▸ Saved data entries:
************
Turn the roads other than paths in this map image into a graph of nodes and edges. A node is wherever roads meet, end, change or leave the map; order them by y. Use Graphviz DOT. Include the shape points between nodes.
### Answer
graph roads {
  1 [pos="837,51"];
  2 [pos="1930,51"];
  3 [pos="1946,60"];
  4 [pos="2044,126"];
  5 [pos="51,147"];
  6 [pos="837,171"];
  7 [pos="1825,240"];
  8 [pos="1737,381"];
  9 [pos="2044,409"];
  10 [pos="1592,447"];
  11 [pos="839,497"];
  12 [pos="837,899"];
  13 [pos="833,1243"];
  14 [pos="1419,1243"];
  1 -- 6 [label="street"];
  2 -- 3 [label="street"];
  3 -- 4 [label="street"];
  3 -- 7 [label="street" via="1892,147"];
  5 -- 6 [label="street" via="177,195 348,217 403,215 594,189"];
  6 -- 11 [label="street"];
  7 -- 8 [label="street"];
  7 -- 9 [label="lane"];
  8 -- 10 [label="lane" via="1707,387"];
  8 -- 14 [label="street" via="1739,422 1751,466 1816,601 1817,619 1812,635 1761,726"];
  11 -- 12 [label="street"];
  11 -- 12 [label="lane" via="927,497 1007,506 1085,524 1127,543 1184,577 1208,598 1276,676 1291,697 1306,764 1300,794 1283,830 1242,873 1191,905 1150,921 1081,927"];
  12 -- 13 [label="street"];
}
************
▸ Work to be completed: Every entry should be reproduced exactly, with no part omitted.

▸ Answer box:
Turn the roads other than paths in this map image into a graph of nodes and edges. A node is wherever roads meet, end, change or leave the map; order them by y. Use Graphviz DOT. Include the shape points between nodes.
### Answer
graph roads {
  1 [pos="837,51"];
  2 [pos="1930,51"];
  3 [pos="1946,60"];
  4 [pos="2044,126"];
  5 [pos="51,147"];
  6 [pos="837,171"];
  7 [pos="1825,240"];
  8 [pos="1737,381"];
  9 [pos="2044,409"];
  10 [pos="1592,447"];
  11 [pos="839,497"];
  12 [pos="837,899"];
  13 [pos="833,1243"];
  14 [pos="1419,1243"];
  1 -- 6 [label="street"];
  2 -- 3 [label="street"];
  3 -- 4 [label="street"];
  3 -- 7 [label="street" via="1892,147"];
  5 -- 6 [label="street" via="177,195 348,217 403,215 594,189"];
  6 -- 11 [label="street"];
  7 -- 8 [label="street"];
  7 -- 9 [label="lane"];
  8 -- 10 [label="lane" via="1707,387"];
  8 -- 14 [label="street" via="1739,422 1751,466 1816,601 1817,619 1812,635 1761,726"];
  11 -- 12 [label="street"];
  11 -- 12 [label="lane" via="927,497 1007,506 1085,524 1127,543 1184,577 1208,598 1276,676 1291,697 1306,764 1300,794 1283,830 1242,873 1191,905 1150,921 1081,927"];
  12 -- 13 [label="street"];
}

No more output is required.